▸ **WHAT IS EXPECTED**: The response should contain only those lines of the entries below that include the string "roads".

▸ **SOURCE DATA**:
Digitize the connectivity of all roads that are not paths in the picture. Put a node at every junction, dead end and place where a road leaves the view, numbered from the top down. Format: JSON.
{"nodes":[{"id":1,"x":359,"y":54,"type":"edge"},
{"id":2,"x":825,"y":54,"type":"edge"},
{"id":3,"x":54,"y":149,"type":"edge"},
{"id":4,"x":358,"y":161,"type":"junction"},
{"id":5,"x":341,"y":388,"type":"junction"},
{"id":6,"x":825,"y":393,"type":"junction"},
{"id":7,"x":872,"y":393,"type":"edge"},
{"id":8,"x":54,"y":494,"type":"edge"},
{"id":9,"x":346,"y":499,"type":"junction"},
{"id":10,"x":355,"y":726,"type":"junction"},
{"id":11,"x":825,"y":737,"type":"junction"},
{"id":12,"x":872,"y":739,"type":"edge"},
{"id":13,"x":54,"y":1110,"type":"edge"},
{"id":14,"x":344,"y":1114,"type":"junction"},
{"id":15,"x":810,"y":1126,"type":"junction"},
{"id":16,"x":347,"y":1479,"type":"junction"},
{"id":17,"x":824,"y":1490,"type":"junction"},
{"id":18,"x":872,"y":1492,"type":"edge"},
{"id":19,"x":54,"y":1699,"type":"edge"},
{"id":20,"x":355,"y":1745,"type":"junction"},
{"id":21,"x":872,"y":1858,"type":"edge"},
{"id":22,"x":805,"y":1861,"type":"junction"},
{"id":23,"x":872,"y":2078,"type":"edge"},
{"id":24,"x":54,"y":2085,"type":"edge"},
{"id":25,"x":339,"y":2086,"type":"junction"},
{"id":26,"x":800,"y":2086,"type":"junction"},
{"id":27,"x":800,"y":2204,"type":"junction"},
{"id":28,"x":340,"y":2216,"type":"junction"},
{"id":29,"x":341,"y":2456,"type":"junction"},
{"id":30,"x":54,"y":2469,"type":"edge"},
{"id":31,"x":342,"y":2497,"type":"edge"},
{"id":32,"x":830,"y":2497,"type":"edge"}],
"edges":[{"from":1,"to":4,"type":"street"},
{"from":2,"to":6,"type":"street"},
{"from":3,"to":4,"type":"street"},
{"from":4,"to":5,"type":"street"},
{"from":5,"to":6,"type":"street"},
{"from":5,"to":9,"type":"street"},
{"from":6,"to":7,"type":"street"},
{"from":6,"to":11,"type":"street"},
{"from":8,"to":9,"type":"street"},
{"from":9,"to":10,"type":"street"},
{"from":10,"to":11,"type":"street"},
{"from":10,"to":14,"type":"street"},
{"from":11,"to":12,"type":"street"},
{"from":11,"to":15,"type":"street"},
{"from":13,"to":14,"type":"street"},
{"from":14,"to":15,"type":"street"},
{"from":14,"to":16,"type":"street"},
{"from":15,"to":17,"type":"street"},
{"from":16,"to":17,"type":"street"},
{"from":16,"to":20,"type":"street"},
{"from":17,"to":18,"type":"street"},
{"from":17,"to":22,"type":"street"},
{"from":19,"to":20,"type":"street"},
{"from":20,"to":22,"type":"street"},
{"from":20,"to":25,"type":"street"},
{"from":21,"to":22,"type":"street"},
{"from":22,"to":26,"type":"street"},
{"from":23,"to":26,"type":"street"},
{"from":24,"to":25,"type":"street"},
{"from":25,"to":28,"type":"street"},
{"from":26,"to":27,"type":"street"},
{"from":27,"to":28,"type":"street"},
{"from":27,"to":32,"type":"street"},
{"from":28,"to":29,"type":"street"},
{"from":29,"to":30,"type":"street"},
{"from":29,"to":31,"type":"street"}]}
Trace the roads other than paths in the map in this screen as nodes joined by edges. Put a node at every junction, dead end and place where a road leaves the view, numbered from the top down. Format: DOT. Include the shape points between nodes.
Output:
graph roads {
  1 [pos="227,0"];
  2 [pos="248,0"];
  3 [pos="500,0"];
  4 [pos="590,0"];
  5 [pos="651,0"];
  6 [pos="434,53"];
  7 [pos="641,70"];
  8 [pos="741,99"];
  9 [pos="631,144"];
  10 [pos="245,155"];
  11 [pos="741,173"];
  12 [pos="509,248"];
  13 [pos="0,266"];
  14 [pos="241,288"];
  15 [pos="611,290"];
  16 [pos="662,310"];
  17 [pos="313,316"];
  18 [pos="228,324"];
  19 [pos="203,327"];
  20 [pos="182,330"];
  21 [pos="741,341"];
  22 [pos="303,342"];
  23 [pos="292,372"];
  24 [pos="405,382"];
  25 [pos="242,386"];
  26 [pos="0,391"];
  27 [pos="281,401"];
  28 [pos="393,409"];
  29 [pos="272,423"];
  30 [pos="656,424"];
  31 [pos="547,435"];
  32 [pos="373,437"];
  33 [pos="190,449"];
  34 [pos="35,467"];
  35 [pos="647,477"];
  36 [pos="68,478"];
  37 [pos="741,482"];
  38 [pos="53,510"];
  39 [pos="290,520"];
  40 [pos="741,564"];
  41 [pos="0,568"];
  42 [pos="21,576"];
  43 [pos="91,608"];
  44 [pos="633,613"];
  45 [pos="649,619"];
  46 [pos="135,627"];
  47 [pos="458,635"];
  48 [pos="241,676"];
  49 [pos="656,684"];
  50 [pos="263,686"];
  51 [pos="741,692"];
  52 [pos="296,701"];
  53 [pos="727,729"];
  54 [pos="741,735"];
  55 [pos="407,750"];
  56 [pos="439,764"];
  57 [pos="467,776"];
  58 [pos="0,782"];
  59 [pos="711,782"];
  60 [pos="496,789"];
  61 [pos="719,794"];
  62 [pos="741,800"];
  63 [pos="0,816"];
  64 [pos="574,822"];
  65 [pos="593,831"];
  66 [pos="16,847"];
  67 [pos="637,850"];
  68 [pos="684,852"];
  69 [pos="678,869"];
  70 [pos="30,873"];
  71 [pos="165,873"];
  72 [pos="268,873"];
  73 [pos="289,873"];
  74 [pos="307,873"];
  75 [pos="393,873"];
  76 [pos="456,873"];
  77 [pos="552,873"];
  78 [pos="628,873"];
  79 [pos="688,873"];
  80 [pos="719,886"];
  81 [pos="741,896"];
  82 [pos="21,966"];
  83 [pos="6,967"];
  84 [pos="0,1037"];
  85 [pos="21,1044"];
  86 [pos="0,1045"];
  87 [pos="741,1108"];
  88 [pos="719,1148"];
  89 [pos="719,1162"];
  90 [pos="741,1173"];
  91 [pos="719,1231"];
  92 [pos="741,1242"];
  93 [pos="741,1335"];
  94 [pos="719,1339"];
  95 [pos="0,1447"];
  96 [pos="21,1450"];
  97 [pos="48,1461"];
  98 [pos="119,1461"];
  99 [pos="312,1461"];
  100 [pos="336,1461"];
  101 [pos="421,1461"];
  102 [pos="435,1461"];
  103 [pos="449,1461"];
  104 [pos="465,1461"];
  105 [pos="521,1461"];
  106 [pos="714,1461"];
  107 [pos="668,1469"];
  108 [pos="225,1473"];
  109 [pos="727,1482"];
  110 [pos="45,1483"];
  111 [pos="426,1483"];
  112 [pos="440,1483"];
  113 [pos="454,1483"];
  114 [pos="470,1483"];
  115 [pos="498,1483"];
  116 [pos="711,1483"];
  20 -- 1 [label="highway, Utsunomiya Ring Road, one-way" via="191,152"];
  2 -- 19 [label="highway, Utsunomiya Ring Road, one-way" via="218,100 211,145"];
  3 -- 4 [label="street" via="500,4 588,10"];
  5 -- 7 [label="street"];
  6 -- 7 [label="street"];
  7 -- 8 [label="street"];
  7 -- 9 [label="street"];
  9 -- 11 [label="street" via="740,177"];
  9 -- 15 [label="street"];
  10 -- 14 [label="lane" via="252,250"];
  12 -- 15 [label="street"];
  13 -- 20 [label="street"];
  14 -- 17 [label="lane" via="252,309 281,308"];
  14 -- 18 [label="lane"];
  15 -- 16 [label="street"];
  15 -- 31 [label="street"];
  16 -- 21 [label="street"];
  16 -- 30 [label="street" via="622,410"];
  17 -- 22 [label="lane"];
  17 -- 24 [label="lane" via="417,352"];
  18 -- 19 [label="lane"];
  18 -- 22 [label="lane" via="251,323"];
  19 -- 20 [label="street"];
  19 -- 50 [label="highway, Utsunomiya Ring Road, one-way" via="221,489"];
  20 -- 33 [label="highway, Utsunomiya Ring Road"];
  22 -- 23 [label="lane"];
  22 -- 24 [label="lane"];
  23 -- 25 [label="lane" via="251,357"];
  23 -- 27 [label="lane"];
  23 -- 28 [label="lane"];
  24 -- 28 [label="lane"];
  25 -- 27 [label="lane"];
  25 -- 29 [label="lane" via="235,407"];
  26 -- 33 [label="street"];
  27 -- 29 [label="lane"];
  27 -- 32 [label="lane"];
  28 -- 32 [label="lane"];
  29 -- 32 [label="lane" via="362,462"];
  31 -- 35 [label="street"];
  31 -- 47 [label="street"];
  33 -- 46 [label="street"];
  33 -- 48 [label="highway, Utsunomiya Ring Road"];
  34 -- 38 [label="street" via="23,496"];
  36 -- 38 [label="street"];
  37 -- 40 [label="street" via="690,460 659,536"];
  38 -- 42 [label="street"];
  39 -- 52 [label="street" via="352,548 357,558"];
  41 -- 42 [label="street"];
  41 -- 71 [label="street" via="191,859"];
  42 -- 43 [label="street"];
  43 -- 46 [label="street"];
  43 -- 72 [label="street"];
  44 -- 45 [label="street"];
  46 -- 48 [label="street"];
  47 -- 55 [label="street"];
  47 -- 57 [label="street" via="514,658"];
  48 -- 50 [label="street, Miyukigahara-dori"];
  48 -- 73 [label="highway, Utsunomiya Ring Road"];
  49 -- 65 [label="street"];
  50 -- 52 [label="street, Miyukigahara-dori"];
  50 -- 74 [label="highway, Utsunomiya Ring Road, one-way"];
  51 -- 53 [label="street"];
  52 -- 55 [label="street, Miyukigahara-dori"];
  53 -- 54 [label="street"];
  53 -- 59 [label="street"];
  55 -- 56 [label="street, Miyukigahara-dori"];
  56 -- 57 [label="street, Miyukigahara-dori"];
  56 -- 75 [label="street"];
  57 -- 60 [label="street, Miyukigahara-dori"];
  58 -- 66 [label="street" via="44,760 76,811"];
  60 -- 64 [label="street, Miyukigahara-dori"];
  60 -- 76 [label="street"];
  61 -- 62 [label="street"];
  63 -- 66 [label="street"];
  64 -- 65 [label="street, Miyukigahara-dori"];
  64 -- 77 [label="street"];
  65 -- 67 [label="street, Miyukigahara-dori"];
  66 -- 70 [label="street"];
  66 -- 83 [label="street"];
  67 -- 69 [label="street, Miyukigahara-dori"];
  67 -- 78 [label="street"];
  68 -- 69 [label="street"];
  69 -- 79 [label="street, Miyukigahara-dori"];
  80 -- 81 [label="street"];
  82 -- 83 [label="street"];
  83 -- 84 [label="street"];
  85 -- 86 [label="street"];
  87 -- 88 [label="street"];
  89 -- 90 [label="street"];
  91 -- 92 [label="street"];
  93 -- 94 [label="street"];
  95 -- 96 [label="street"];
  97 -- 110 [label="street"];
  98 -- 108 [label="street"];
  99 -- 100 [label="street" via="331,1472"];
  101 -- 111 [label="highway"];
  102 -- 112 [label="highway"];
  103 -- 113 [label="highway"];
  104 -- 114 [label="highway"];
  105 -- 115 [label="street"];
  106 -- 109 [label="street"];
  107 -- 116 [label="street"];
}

▸ **TASK ANSWER**:
Digitize the connectivity of all roads that are not paths in the picture. Put a node at every junction, dead end and place where a road leaves the view, numbered from the top down. Format: JSON.
Trace the roads other than paths in the map in this screen as nodes joined by edges. Put a node at every junction, dead end and place where a road leaves the view, numbered from the top down. Format: DOT. Include the shape points between nodes.
graph roads {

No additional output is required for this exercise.